Atomic-layer-deposited Al2O3 thin films with thin SiO2 layers grown by in situ O3 oxidation

The growth, thermal annealing behaviors, and electrical properties of Al2O3 thin films grown by atomic layer deposition (ALD) on bare (100) Si and various oxidized Si wafers, by in situ O-3 oxidation at 400degreesC and ex situ rapid thermal annealing (RTA) under O-2 atmosphere at 900 degreesC, were investigated. The ALD process was performed using Al(CH3)(3) and high concentration of O-3(400 gm(3)).
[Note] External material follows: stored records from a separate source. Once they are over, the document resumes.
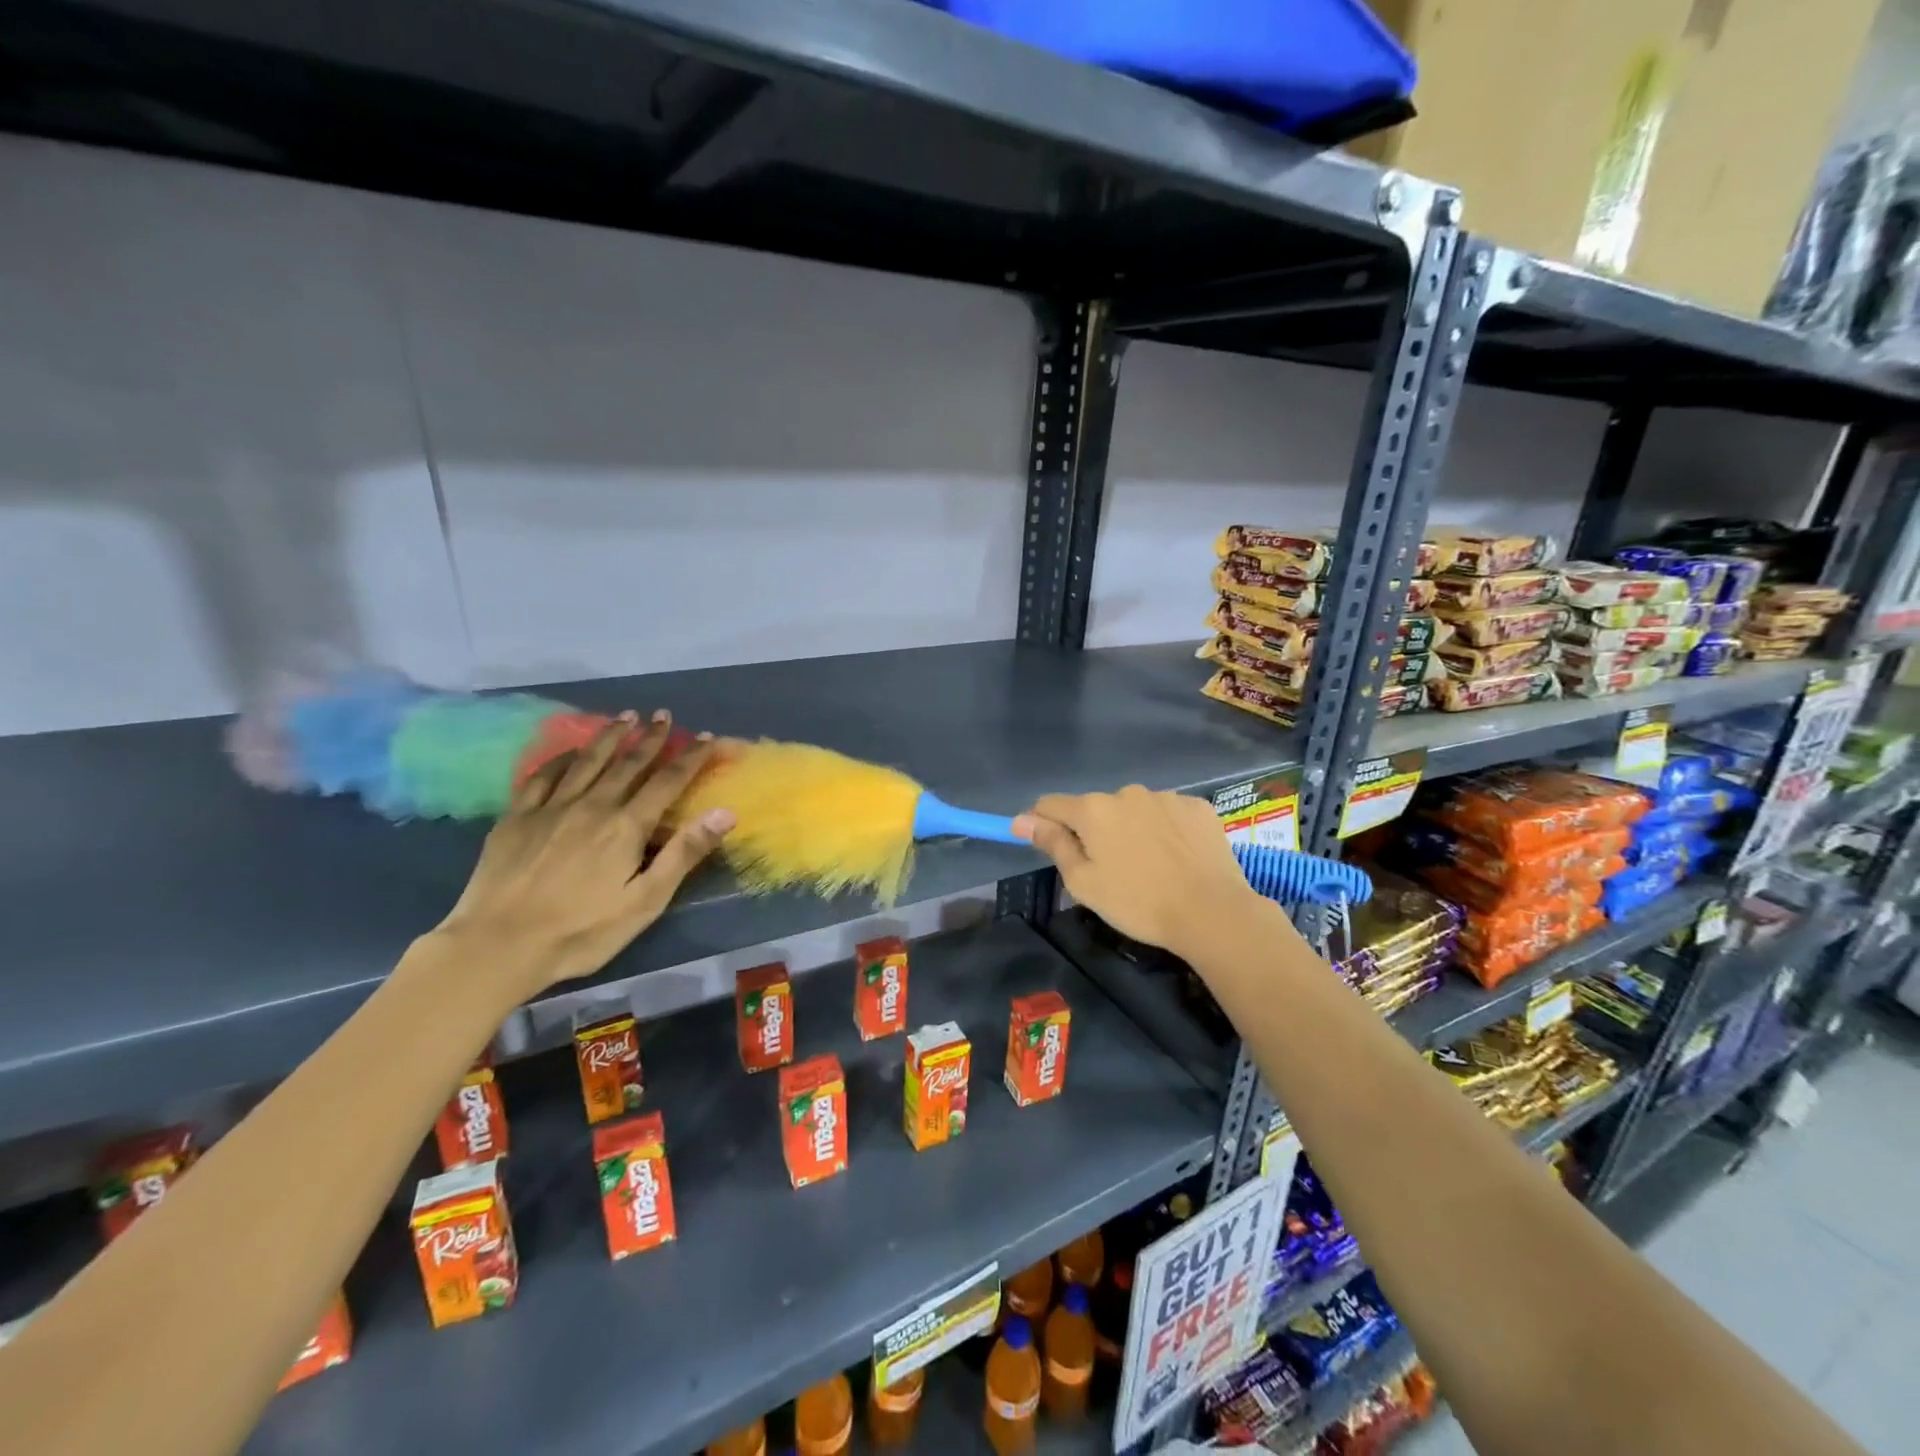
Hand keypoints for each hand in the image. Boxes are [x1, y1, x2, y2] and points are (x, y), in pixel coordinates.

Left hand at [435, 711, 733, 997]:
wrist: (497, 946)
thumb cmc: (582, 931)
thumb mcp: (645, 901)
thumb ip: (684, 853)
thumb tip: (724, 812)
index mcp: (626, 826)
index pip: (667, 781)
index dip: (690, 757)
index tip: (707, 737)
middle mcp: (591, 805)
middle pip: (628, 764)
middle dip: (651, 738)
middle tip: (664, 715)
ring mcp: (550, 808)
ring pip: (587, 761)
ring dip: (609, 736)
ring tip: (625, 717)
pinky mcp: (515, 818)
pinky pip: (542, 776)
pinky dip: (560, 758)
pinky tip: (569, 752)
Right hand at [1013, 786, 1268, 959]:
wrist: (1212, 912)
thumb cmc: (1138, 903)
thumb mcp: (1083, 882)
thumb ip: (1053, 844)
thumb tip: (1022, 820)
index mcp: (1093, 809)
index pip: (1051, 805)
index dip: (1041, 822)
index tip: (1044, 843)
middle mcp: (1127, 792)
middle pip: (1095, 808)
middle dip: (1093, 831)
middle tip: (1108, 870)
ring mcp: (1166, 796)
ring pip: (1134, 810)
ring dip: (1130, 829)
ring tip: (1148, 866)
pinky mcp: (1197, 807)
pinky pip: (1167, 814)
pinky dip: (1164, 830)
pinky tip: (1176, 858)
The high oxidation potential of O-3 oxidized the Si surface at a very early stage of film growth and eliminated the incubation period even on a bare Si surface. The as-grown Al2O3 films had excess oxygen in the films, which diffused to the film Si interface and increased the interfacial layer by oxidizing the Si substrates during postannealing. The Al2O3 films grown on a bare Si substrate had the highest concentration of excess oxygen which resulted in the largest increase in the interfacial layer thickness during postannealing. As a result, the initial oxidation of the Si wafer did not significantly decrease the capacitance density compared to the films grown on a nonoxidized Si wafer at the as-deposited and postannealed states. Therefore, the Al2O3 layers grown using a high concentration of O-3 oxidant on the in situ O-3 oxidized Si wafers showed real high-k gate dielectric performance although the dielectric constants of the Al2O3 films were rather small (similar to9) compared to other high-k gate dielectric films. (C) 2004 American Institute of Physics.